→ **PROBLEM DESCRIPTION**: This task calls for copying every line in the data below that contains the word "Avenida".

Saved entries:
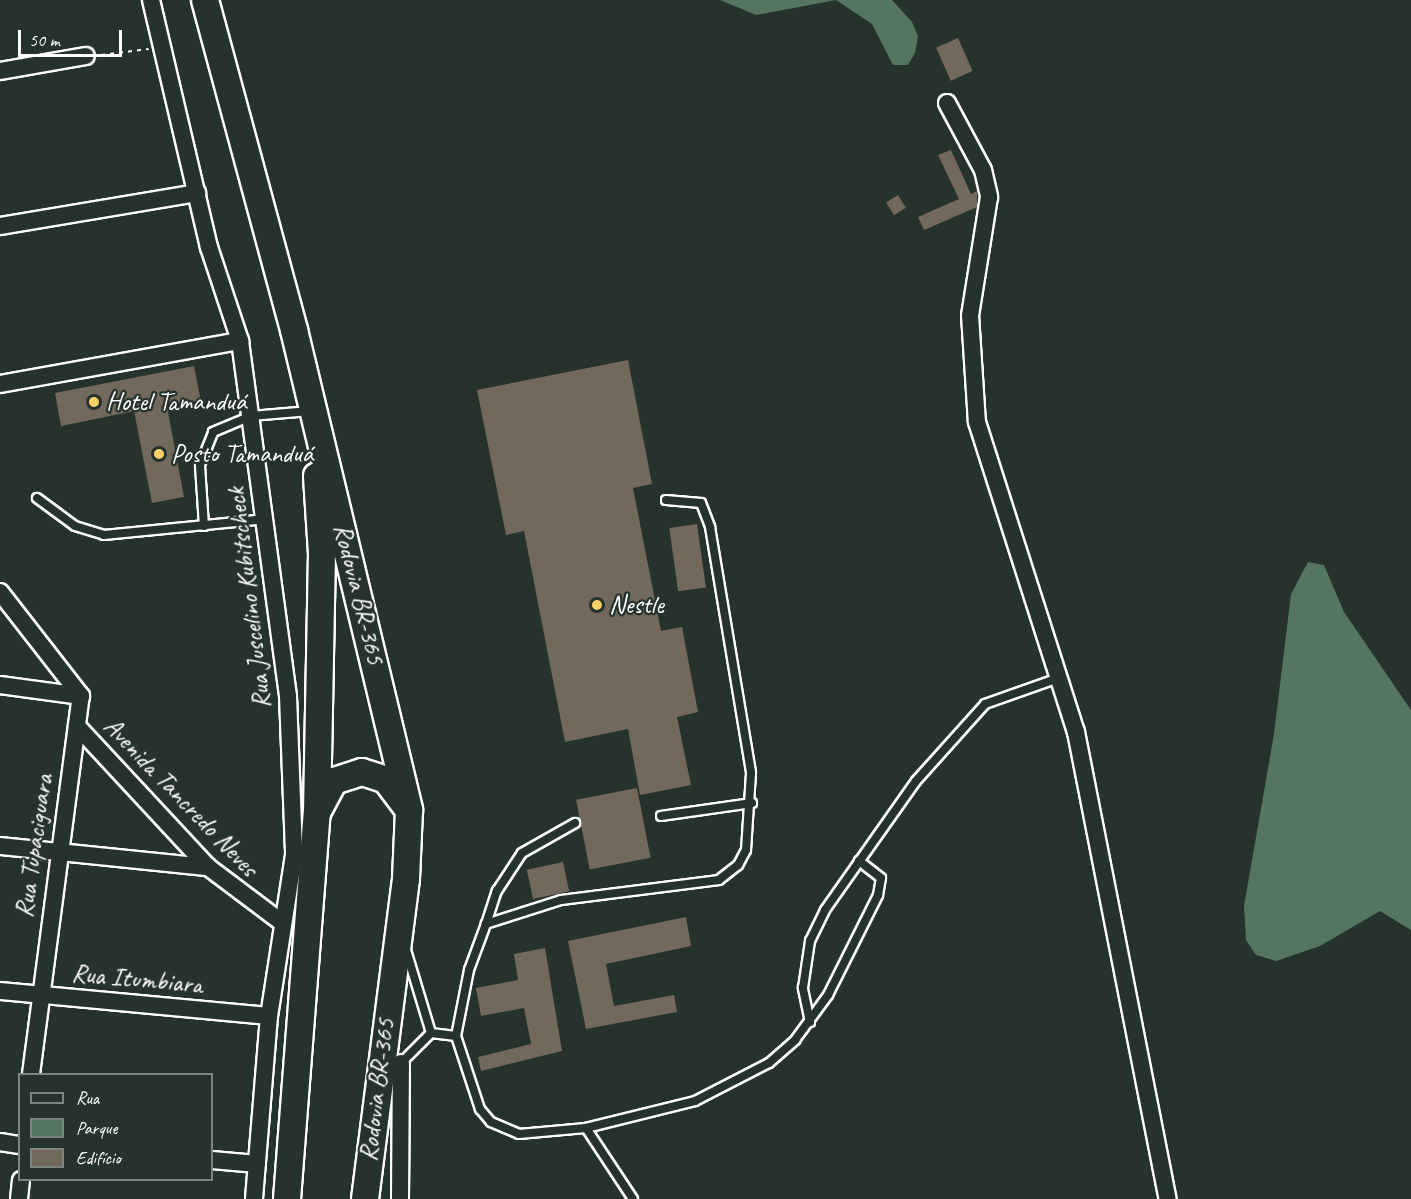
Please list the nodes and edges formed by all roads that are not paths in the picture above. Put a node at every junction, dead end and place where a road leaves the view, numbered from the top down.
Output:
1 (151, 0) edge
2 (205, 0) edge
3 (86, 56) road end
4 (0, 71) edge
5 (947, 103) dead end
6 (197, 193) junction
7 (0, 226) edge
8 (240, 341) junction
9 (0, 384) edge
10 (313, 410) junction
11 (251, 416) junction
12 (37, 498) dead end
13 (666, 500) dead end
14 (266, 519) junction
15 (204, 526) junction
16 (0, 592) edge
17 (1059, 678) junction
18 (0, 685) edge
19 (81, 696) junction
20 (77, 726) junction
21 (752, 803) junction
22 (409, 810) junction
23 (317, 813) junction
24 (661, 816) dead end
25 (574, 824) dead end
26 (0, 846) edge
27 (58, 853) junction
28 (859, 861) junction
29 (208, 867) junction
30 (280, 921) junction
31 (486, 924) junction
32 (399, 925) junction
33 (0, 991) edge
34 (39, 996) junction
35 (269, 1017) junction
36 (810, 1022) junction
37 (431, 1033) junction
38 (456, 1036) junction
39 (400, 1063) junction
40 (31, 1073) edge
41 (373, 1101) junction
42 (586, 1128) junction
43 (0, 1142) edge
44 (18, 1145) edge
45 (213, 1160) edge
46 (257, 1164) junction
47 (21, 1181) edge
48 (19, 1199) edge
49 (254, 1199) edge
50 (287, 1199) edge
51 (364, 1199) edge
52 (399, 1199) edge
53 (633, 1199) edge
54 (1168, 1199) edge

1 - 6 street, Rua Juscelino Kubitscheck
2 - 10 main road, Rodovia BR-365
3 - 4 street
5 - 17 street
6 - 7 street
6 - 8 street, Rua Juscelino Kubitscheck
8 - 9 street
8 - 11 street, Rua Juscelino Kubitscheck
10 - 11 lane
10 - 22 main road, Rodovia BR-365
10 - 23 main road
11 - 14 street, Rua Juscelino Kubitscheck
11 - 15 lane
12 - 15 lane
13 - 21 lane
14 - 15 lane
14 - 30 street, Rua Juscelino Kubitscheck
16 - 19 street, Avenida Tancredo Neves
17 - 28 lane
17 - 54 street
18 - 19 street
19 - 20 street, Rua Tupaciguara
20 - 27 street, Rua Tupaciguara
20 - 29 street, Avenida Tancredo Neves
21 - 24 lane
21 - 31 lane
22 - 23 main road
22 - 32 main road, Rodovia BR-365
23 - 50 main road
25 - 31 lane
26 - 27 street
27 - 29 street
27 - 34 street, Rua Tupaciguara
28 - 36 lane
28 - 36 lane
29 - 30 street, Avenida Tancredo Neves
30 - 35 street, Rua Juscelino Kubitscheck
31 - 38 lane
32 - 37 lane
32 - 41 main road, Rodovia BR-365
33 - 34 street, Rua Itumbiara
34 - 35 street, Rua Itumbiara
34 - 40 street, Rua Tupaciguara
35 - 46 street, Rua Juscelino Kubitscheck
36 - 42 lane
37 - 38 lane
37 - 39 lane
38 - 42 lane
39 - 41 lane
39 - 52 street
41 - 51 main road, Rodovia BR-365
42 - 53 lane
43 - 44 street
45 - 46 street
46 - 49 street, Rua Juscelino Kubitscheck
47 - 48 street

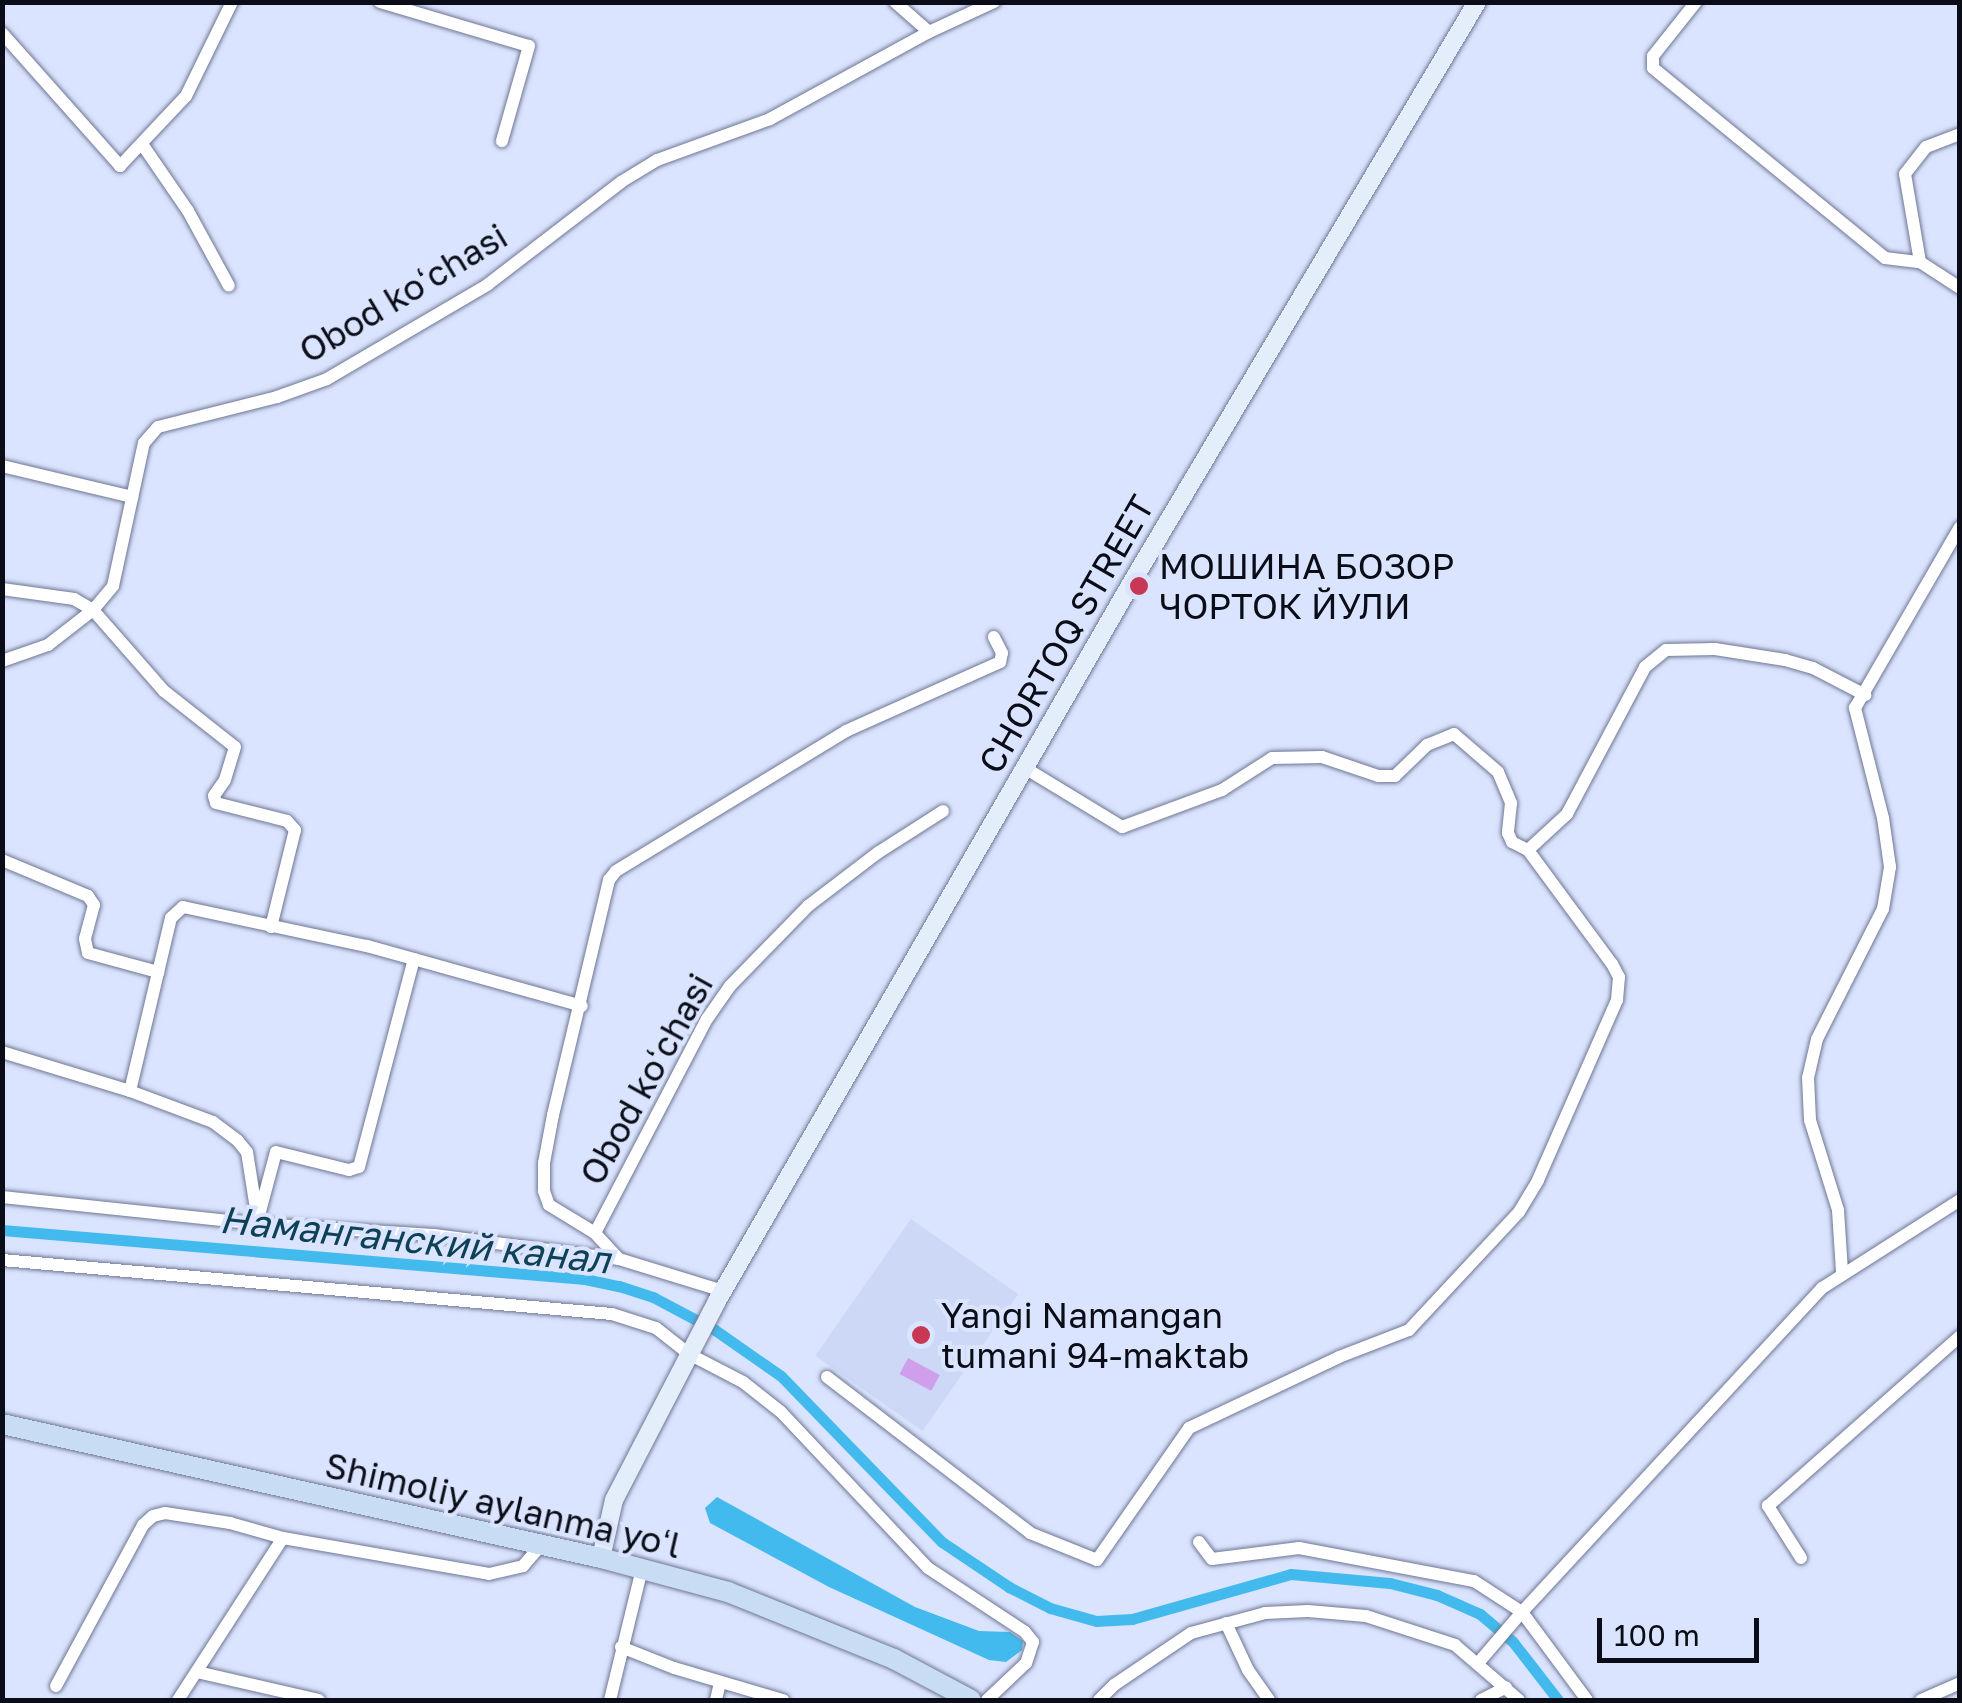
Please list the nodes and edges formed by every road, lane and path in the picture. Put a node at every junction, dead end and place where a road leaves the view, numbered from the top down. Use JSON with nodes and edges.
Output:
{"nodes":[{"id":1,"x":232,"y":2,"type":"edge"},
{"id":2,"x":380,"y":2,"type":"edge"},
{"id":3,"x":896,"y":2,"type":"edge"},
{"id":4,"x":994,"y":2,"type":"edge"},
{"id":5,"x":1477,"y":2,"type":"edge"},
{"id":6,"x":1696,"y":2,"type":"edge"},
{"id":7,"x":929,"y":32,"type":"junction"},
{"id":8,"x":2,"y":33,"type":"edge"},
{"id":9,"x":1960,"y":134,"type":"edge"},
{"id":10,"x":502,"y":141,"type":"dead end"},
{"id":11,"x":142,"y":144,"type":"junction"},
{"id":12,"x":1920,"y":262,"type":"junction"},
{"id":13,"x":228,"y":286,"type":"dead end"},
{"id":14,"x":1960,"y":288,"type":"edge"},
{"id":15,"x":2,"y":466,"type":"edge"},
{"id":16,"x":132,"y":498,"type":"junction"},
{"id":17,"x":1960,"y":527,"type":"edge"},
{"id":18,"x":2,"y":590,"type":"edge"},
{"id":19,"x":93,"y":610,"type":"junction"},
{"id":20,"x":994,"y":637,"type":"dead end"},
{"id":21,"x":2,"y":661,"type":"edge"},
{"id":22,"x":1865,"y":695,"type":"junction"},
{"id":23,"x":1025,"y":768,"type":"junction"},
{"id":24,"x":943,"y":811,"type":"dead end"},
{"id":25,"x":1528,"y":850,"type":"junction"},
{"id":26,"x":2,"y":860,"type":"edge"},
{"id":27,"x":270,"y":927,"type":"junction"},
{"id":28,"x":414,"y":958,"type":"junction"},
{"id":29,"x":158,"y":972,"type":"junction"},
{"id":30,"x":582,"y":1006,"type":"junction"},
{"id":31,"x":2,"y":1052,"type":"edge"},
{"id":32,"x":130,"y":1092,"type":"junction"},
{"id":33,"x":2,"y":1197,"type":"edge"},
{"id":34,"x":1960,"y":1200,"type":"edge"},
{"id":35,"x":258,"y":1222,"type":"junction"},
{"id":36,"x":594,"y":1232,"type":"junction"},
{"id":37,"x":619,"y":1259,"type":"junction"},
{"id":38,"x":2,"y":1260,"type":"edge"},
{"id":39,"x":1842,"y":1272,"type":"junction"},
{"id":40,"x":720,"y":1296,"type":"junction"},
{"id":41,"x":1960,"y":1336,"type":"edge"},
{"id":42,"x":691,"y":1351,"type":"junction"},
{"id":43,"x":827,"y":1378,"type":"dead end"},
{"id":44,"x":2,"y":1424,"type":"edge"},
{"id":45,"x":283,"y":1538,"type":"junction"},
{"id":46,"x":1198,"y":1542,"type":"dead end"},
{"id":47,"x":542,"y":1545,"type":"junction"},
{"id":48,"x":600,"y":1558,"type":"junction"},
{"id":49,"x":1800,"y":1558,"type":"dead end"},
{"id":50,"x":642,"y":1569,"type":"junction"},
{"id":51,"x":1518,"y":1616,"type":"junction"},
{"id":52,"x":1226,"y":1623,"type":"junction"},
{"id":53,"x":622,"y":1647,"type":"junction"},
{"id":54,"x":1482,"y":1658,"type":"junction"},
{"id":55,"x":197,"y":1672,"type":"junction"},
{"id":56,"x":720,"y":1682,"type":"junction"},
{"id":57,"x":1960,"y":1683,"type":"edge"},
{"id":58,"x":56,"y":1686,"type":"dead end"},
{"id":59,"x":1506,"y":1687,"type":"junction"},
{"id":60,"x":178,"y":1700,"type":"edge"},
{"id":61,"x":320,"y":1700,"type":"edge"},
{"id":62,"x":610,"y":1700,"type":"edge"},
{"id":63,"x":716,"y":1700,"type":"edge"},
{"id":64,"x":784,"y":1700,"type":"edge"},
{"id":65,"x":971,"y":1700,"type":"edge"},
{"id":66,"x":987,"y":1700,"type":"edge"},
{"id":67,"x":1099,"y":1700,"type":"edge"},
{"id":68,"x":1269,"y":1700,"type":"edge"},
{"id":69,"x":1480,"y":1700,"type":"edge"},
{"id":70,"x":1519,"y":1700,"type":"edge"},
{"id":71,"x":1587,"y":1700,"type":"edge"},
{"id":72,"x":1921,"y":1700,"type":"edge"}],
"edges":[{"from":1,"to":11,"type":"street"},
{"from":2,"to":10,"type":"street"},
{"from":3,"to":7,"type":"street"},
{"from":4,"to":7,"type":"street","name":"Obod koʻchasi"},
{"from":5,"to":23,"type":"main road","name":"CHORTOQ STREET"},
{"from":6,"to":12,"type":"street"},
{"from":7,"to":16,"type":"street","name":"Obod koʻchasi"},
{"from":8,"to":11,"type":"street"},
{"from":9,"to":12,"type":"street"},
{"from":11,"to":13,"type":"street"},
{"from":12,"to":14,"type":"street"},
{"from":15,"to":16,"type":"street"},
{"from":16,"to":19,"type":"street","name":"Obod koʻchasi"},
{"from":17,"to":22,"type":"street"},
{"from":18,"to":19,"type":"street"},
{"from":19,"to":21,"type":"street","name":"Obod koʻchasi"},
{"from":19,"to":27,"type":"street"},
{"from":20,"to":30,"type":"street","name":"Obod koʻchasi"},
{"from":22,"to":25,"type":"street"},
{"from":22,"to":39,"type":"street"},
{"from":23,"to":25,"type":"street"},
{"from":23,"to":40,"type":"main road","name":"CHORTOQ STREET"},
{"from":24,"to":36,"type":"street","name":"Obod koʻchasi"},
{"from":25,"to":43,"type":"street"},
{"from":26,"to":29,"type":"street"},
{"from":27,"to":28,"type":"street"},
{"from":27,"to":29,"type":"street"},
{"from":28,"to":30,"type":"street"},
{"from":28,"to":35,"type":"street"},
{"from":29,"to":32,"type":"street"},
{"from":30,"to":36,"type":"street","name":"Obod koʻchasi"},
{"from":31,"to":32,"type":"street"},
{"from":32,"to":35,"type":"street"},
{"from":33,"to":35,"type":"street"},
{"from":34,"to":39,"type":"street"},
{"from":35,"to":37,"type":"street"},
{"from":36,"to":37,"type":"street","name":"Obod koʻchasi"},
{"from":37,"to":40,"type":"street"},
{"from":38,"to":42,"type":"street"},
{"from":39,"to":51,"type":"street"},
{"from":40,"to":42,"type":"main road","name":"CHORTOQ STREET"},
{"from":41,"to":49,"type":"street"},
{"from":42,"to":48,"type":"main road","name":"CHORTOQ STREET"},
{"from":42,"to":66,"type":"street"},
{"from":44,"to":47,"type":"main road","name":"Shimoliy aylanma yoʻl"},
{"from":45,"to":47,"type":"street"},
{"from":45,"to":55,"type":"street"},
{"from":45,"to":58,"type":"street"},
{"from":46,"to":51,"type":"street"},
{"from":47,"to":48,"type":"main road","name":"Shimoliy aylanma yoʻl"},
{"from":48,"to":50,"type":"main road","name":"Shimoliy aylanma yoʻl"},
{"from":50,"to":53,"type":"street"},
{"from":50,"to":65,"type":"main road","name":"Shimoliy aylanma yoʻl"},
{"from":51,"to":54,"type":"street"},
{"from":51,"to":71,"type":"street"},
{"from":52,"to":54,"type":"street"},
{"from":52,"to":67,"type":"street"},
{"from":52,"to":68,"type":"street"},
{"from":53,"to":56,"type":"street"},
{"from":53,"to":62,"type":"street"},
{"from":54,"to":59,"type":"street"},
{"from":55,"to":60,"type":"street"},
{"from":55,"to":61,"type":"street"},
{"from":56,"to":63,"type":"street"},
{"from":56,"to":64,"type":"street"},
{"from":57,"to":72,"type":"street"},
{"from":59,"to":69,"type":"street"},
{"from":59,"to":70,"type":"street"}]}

→ **ANSWER BELOW**:
16 - 19 street, Avenida Tancredo Neves
20 - 29 street, Avenida Tancredo Neves
29 - 30 street, Avenida Tancredo Neves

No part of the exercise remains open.